As the name of the website that appears at the end of the ad (1800thefacts.com),
the Gore message is the facts are on our side. The classroom setting
is consistent with that appeal, and Bush on a TV does work in that context.
But it is part of a different whole (see Figure 3). Visually, the Gore
ads might even appear to be Bush ads if you don't read the text and discount
the slightly less than flattering images of the Texas Governor. It is
hard, however, to imagine the Bush ad's visuals appearing in a Gore ad.
By contrast, in the Bush ads, familiar backdrops such as the White House
briefing room combine with the unflattering slow motion images of a defensive
politician. The visual image alone evokes the narrative of a defensive
Clinton or Gore and all the accompanying baggage they carried. The
backdrop at the White House briefing room is familiar, and the use of
hyper-close-ups primes viewers to draw upon more negative associations
than might otherwise be the case.
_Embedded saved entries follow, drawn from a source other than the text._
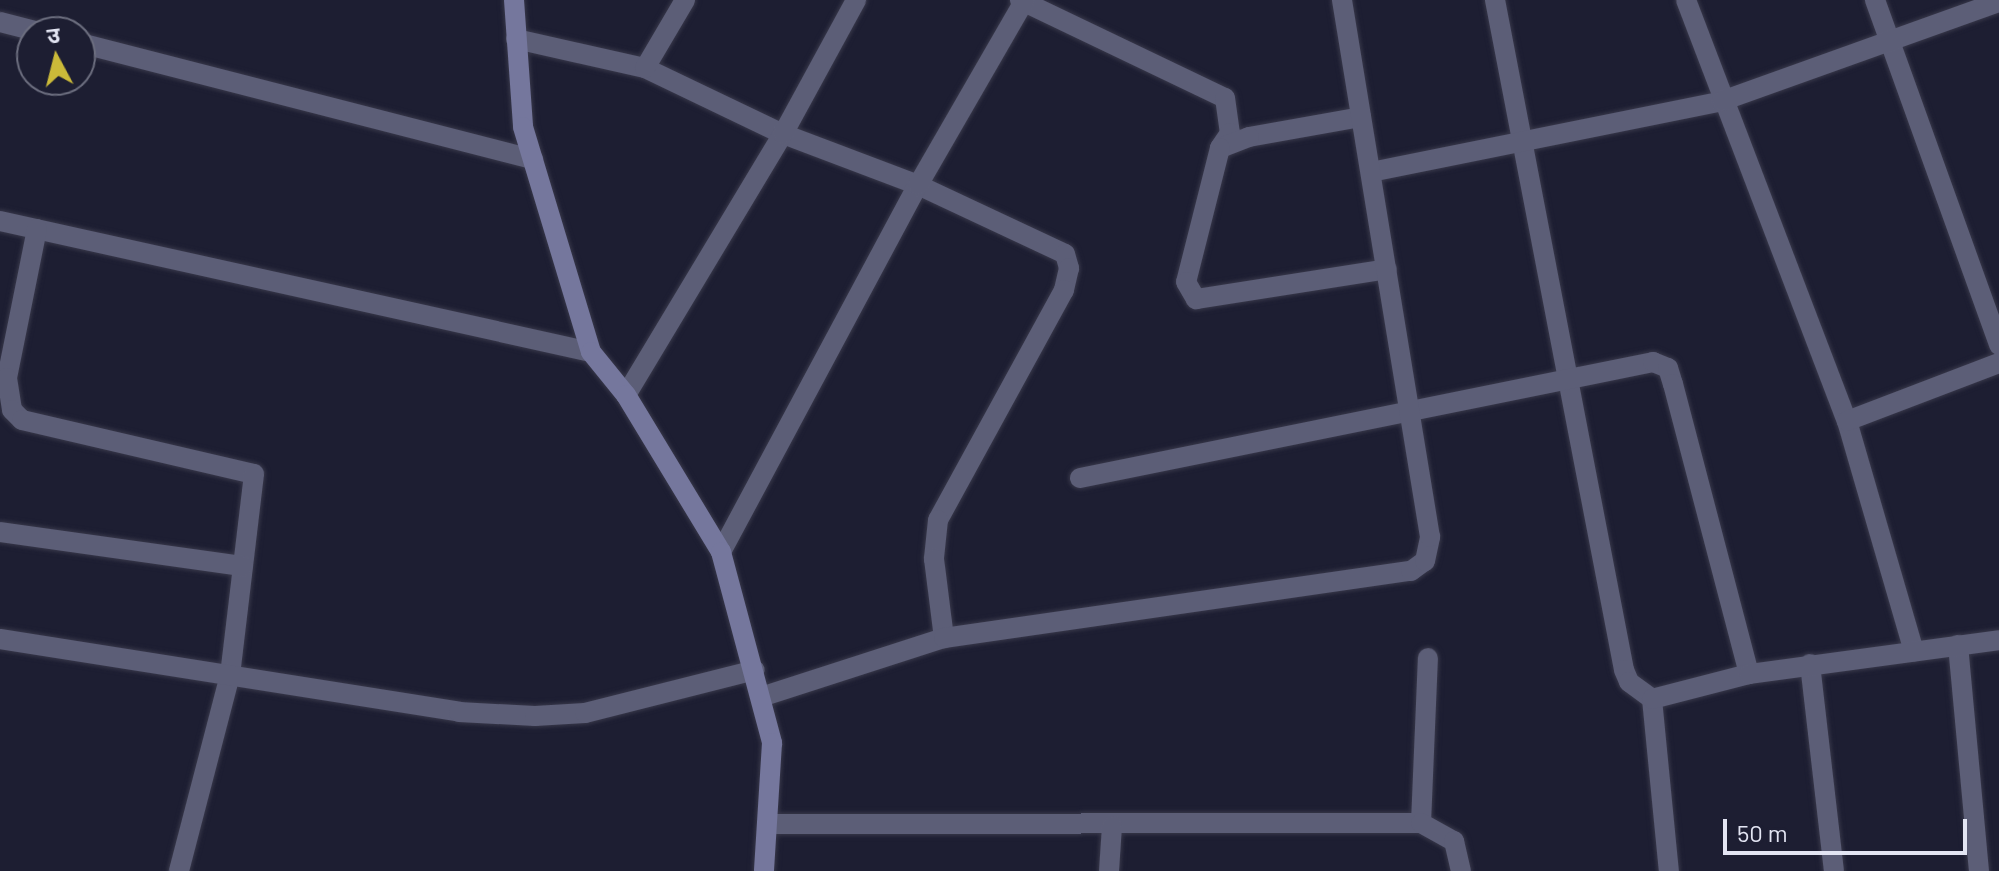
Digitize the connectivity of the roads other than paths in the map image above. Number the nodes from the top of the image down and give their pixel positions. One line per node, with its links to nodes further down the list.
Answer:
1 (514, 0): 10 (street)
2 (685, 0): 13 (street)
3 (856, 0): 16 (street)
4 (1342, 0): 15 (street)
5 (1495, 0): 17 (street)
6 (1686, 0): 14 (street)
7 (1875, 0): 11 (street)
8 (1023, 1): 18 (street); 21 (street)
9 (1999, 2): 11 (street)
10 (516, 39): 13 (street); 19 (street)
11 (1890, 41): 14 (street); 25 (street)
12 (96, 47): 19 (street)
13 (645, 68): 16 (street)
14 (1722, 101): 17 (street); 32 (street)
15 (1361, 117): 18 (street); 20 (street)
16 (783, 134): 21 (street); 30 (street)
17 (1521, 139): 20 (street); 29 (street)
18 (1220, 148): 24 (street)
19 (533, 159): 26 (street)
20 (1371, 172): 24 (street)
21 (918, 185): 35 (street); 37 (street)
22 (0, 221): 23 (street)
23 (37, 229): 26 (street); 28 (street)
24 (1387, 269): 31 (street)
25 (1999, 345)
26 (591, 352): 30 (street)
27 (1999, 363): 32 (street)
28 (4, 377): 36 (street)
29 (1565, 378): 31 (street); 45 (street); 48 (street)
30 (626, 395): 35 (street)
31 (1410, 414): 33 (street); 37 (street)
32 (1847, 421): 41 (street)
33 (1080, 478)
34 (0, 532): 36 (street)
35 (721, 552): 44 (street)
36 (243, 566): 46 (street)
37 (944, 638): 47 (street)
38 (0, 639): 46 (street)
39 (1999, 640): 40 (street)
40 (1958, 645): 41 (street); 58 (street)
41 (1914, 651): 43 (street)
42 (1428, 658): 49 (street)
43 (1810, 664): 45 (street); 57 (street)
44 (755, 670): 46 (street); 47 (street)
45 (1749, 674): 48 (street)
46 (230, 675): 52 (street)
47 (761, 697): 50 (street)
48 (1652, 699): 56 (street)
49 (1421, 823): 51 (street); 55 (street)
50 (767, 824): 51 (street); 53 (street)
51 (1112, 826): 54 (street)
52 (179, 871)
53 (764, 871)
54 (1109, 871)
55 (1461, 871)
56 (1669, 871)
57 (1834, 871)
58 (1979, 871)

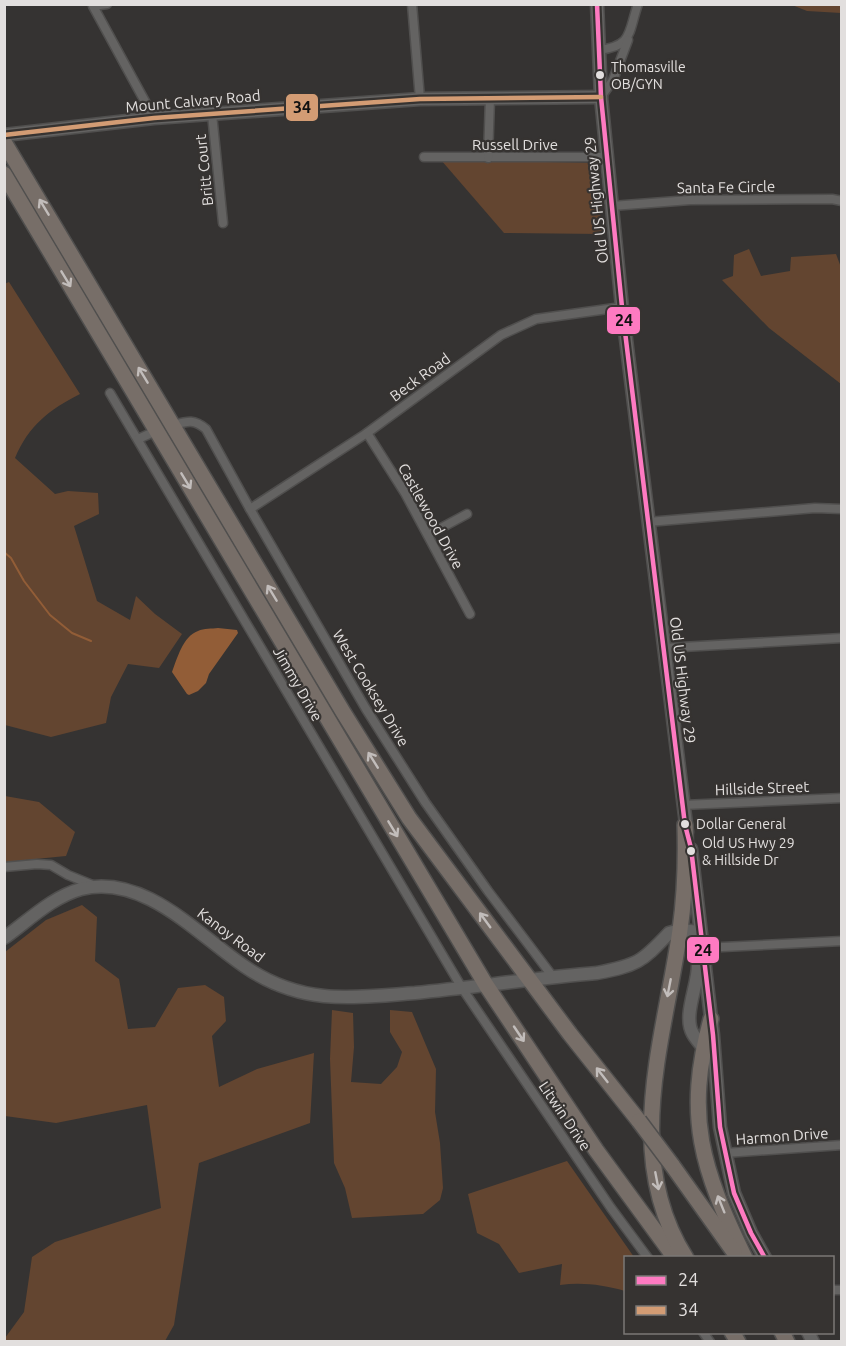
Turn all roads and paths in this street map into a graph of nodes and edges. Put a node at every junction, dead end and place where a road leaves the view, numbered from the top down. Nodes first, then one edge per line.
1 (107, 4) edge
2 (412, 4) edge
3 (597, 4) edge
4 (638, 4) edge
5 (628, 40) junction
6 (599, 50) junction
7 (601, 97) junction
8 (490, 98) junction
9 (420, 99) junction
10 (212, 114) junction
11 (154, 118) junction
12 (4, 135) edge
13 (4, 142) edge
14 (424, 157) dead end
15 (607, 157) junction
16 (488, 158) junction
17 (4, 174) edge
18 (842, 201) edge
19 (612, 206) junction
20 (223, 223) dead end
21 (622, 307) junction
22 (110, 393) dead end
23 (173, 425) junction
24 (156, 431) junction
25 (367, 433) junction
26 (138, 439) junction
27 (250, 509) junction
28 (842, 509) edge
29 (467, 514) dead end
30 (648, 522) junction
31 (428, 535) junction
32 (470, 615) dead end
33 (842, 638) edge
34 (664, 648) junction
35 (842, 798) edge
36 (683, 805) junction
37 (685, 825) joint
38 (4, 867) edge
39 (97, 886) junction
40 (690, 931) junction
41 (4, 938) edge
42 (842, 942) edge
43 (702, 948) junction
44 (553, 977) junction
45 (529, 979) junction
46 (486, 985) junction
47 (462, 988) junction
48 (711, 1019) junction
49 (703, 1048) junction
50 (715, 1064) junction
51 (842, 1145) edge
52 (725, 1153) junction
53 (647, 1256) edge
54 (674, 1256) edge
55 (686, 1256) edge
56 (736, 1256) edge
57 (745, 1256) edge
58 (764, 1256) edge

1 - 11 street
2 - 9 street
3 - 6 street, Old US Highway 29
4 - 5 street
5 - 6 street
5 - 7 street
6 - 7 street, Old US Highway 29
7 - 8 street, Mount Calvary Road
7 - 15 street, Old US Highway 29
8 - 9 street, Mount Calvary Road
8 - 16 street
9 - 10 street, Mount Calvary Road
10 - 11 street, Mount Calvary Road
10 - 20 street, Britt Court
11 - 12 street, Mount Calvary Road
23 -> 13 highway
14 - 16 street, Russell Drive
15 - 16 street, Russell Drive
15 - 19 street, Old US Highway 29
17 -> 24 highway
18 - 19 street, Santa Fe Circle
19 - 21 street, Old US Highway 29
21 - 25 street, Beck Road
21 - 30 street, Old US Highway 29
22 - 26 street, Jimmy Drive
23 - 27 street, West Cooksey Drive
45 -> 23 highway
24 - 26 street
24 -> 46 highway
25 - 27 street, Beck Road
25 - 31 street, Castlewood Drive
26 - 47 street, Jimmy Drive
27 - 44 street, West Cooksey Drive
28 - 30 street
29 - 31 street
30 - 34 street, Old US Highway 29
31 - 32 street, Castlewood Drive
33 - 34 street
34 - 36 street, Old US Highway 29
35 - 36 street, Hillside Street
36 - 37 street, Old US Highway 29
37 - 40 highway
38 - 39 street
39 - 41 street, Kanoy Road
39 - 47 street, Kanoy Road
40 - 43 street
40 - 44 street, Kanoy Road
40 - 49 street
40 -> 55 highway
42 - 43 street
43 - 48 street
44 - 45 street, Kanoy Road
45 - 46 street, Kanoy Road
56 -> 45 highway, bridge
46 - 47 street, Kanoy Road
46 -> 54 highway
47 - 53 street, Litwin Drive
48 - 49 highway
48 - 50 street
49 - 50 street
57 -> 49 highway
50 - 52 street
51 - 52 street, Harmon Drive
52 - 58 street

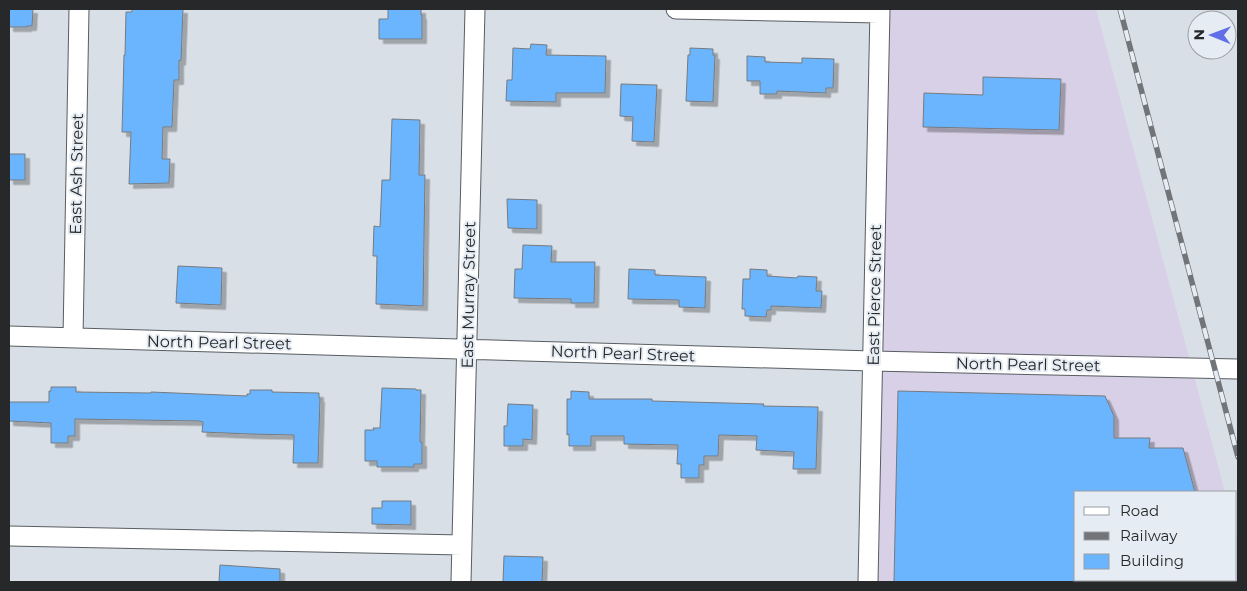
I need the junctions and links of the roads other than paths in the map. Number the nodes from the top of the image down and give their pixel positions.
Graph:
1 (78, 9) edge
2 (475, 9) edge
3 (676, 9) edge
4 (880, 11) edge
5 (9, 336) edge
6 (73, 338) junction
7 (467, 348) junction
8 (872, 361) junction
9 (1238, 369) edge
10 (9, 536) edge
11 (462, 545) junction
12 (462, 582) edge
13 (868, 582) edge

1 - 6 street, East Ash Street
2 - 7 street, East Murray Street
3 - 4 street
4 - 8 street, East Pierce Street
5 - 6 street, North Pearl Street
6 - 7 street, North Pearl Street
7 - 8 street, North Pearl Street
7 - 11 street, East Murray Street
8 - 9 street, North Pearl Street
8 - 13 street, East Pierce Street
10 - 11 street
11 - 12 street, East Murray Street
When I've shown several of the
Bush ads to students in the classroom and then asked where they remember
Gore as being when he was shown in the ads, some invariably remember "the
White House." When asked what else that reminds them of, some
volunteer "Clinton." This is not surprising, given the
saturation level coverage of the scandal-prone president. This then
becomes a tempting vehicle the Bush campaign can use in its ads, effectively
melding press coverage of Clinton's serial indecencies and deceptions
to media reports of Gore's "exaggerations." Even those
who are inclined toward less upsetting associations regarding President
Clinton, will probably find the slow-motion video clips of Gore waving
his finger, highly evocative of Clinton's own now infamous finger waving
denial. If, in fact, viewers draw such associations between Gore
and Clinton's worst qualities, it would mark a particularly effective
communication of one of the GOP's main campaign appeals (see Figure 4).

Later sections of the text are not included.